Diurnal vagaries over the Amazon in CESM

Poster PDF

Description

GCMs routinely underestimate rainy season precipitation over the Amazon, especially over the northeast coast of Brazil. GCMs also have problems correctly simulating the timing of convection and its growth from shallow to deep over much of the Amazon. While there are many diurnal processes at play over the Amazon that may contribute to these model biases, this poster will focus on two: a nocturnal low-level jet and the timing of coastal convection. A nocturnal Amazonian low-level jet (ALLJ) was recently diagnosed using reanalysis data, corroborated by GoAmazon2014/5 observations. Based on coincident satellite tracking, the ALLJ appears to be linked to convective organization across the Amazon, starting at the coast and reaching well inland. This poster will introduce the observational basis of the ALLJ and use the CESM1.2.2 to assess the jet’s impact on Amazonian rainfall. It turns out that the coupled version simulates the ALLJ and its diurnal cycle realistically, while the uncoupled version (CAM5) does not – the reason lies in the land/ocean temperature differences in each model.

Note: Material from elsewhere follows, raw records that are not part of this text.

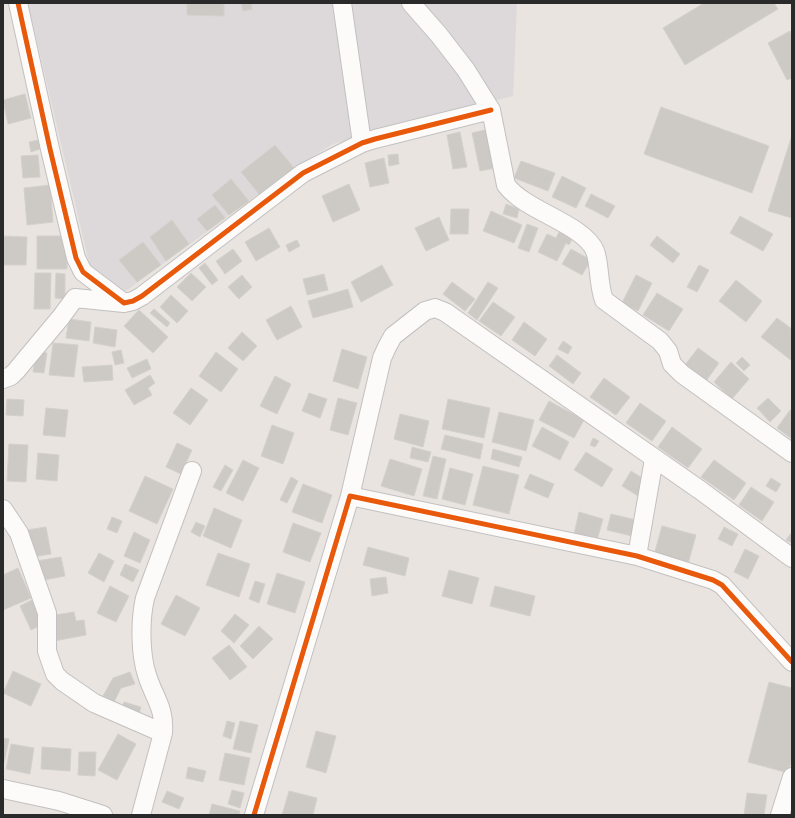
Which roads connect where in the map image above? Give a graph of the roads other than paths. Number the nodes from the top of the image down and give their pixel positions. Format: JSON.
{"nodes":[{"id":1,"x":18,"y":3,"type":"edge"},
{"id":2,"x":342,"y":3,"type":"edge"},
{"id":3,"x":411,"y":3,"type":"edge"},
{"id":4,"x":491,"y":110,"type":"junction"},
{"id":5,"x":362,"y":143,"type":"junction"},
{"id":6,"x":83,"y":272,"type":"junction"},
{"id":7,"x":74,"y":298,"type":"junction"},
{"id":8,"x":124,"y":303,"type":"junction"},
{"id":9,"x":3,"y":380,"type":"edge"},
{"id":10,"x":792,"y":453,"type":"edge"},
{"id":11,"x":654,"y":459,"type":"junction"},
{"id":12,"x":192,"y":471,"type":"dead end"},
{"id":13,"x":350,"y":496,"type":"junction"},
{"id":14,"x":3,"y":509,"type":"edge"},
{"id":15,"x":636,"y":556,"type":"junction"},
{"id":16,"x":792,"y":558,"type":"edge"},
{"id":17,"x":792,"y":662,"type":"edge"},
{"id":18,"x":163,"y":733,"type":"junction"},
{"id":19,"x":792,"y":777,"type":"edge"},
{"id":20,"x":3,"y":789,"type":"edge"},
{"id":21,"x":103,"y":815,"type":"edge"},
{"id":22,"x":141,"y":815,"type":"edge"},
{"id":23,"x":254,"y":815,"type":"edge"},
{"id":24,"x":780,"y":815,"type":"edge"}],
"edges":[{"from":1,"to":6,"type":"street"},
{"from":2,"to":5,"type":"street"},
{"from":3,"to":4,"type":"street"},
{"from":4,"to":5,"type":"street"},
{"from":4,"to":10,"type":"street"},
{"from":5,"to":8,"type":"street"},
{"from":6,"to":7,"type":"street"},
{"from":6,"to":8,"type":"street"},
{"from":7,"to":8,"type":"street"},
{"from":7,"to":9,"type":"street"},
{"from":11,"to":13,"type":"street"},
{"from":11,"to":15,"type":"street"},
{"from":11,"to":16,"type":"street"},
{"from":12,"to":18,"type":"street"},
{"from":13,"to":15,"type":"street"},
{"from":13,"to":23,"type":"street"},
{"from":14,"to":18,"type":"street"},
{"from":15,"to":17,"type":"street"},
{"from":18,"to":22,"type":"street"},
{"from":19,"to":24,"type":"street"},
{"from":20,"to":21,"type":"street"}]}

We thus use the coupled CESM1.2.2 to investigate local and remote convective impacts of the nocturnal jet. We ran two sensitivity experiments by adding bottom-heavy latent heating at noon and midnight along the northeast coast of Brazil during MAM (the rainy season over the Amazon) for 2.5 hours to mimic the occurrence of shallow convection. When low-level heating is added at midday (representing realistic shallow convection associated with the coastal sea breeze), convective growth and heating is elevated the following hours, matching the onset of the ALLJ. The ALLJ then transports moisture inland from the ocean, enhancing deep convective growth and rainfall across the Amazon basin during the ensuing evening hours and priming convective growth the following day. When low-level heating is added during the night, convection doesn’t deepen as much and the ALLJ is already well inland, thus transporting much less moisture than in the noon case. Therefore, diurnal circulations, like low-level jets and the timing of shallow convection, matter to the organization of convection and overall rain across the Amazon. The noon case further shows remote impacts from the enhanced Amazonian rainfall including influences on the strength of the Walker circulation over the Atlantic and Pacific and precipitation over the Indian Ocean.